What is being asked: Of the lines below, report only those that contain "dead".

■ ■ ■

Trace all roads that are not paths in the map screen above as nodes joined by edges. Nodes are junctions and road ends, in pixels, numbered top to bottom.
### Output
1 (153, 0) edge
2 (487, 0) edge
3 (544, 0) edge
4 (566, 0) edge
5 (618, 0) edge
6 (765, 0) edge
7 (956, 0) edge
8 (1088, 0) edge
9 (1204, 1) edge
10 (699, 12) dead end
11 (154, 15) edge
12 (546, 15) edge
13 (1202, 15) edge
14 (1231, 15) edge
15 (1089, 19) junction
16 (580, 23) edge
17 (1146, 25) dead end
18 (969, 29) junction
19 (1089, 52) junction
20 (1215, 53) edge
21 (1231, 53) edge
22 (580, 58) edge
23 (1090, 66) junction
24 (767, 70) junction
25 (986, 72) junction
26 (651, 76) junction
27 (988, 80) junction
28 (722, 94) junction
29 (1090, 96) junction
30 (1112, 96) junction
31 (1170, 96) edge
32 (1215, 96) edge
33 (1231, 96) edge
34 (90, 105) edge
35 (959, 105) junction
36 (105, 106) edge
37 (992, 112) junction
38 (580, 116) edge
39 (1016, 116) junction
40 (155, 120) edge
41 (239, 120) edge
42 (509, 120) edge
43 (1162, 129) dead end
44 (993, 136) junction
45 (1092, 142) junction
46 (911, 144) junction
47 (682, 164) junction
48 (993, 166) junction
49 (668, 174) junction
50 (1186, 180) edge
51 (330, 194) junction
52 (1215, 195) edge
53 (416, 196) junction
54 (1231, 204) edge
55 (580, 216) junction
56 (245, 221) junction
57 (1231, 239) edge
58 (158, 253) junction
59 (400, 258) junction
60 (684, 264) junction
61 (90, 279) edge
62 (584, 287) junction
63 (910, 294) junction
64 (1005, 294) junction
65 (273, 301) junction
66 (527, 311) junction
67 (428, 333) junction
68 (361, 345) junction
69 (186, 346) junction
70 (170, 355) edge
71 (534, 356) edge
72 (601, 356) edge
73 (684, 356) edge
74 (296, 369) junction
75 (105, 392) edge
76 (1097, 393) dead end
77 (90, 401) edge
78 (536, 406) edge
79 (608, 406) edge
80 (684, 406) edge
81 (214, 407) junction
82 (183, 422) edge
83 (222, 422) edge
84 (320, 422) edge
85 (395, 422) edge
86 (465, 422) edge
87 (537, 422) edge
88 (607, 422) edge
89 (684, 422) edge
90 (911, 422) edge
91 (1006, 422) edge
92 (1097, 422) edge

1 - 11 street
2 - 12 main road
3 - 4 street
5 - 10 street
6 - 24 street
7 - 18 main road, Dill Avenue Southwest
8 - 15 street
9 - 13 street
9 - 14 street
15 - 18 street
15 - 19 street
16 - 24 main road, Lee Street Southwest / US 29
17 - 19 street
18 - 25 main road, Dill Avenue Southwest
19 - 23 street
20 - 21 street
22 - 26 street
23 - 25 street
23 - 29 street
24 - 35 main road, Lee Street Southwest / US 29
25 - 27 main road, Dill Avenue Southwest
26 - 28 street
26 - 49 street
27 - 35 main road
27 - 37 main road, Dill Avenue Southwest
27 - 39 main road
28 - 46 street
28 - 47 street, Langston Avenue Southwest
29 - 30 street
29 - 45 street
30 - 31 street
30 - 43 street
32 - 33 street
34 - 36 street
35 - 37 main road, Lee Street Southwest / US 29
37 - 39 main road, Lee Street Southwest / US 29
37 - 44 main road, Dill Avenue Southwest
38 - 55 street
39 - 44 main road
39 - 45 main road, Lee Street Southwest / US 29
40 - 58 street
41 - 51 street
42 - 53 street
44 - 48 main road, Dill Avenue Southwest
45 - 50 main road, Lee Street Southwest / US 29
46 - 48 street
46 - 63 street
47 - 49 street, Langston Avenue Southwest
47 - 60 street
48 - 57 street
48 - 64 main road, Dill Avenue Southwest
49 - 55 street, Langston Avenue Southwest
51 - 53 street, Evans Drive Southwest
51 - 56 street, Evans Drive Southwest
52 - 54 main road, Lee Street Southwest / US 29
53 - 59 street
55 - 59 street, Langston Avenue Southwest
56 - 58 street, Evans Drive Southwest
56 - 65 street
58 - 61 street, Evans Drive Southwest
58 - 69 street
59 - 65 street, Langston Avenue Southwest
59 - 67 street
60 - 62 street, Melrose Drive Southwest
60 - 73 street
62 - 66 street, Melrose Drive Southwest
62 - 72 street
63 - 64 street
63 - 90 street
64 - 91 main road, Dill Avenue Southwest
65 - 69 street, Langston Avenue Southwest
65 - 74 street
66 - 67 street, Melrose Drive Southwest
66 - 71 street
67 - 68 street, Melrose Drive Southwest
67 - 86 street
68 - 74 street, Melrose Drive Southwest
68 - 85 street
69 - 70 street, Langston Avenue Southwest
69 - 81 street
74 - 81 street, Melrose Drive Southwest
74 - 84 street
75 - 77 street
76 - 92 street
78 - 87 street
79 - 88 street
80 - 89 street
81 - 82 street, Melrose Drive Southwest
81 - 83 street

■ ■ ■

Exercise response:
10 (699, 12) dead end
17 (1146, 25) dead end
43 (1162, 129) dead end
76 (1097, 393) dead end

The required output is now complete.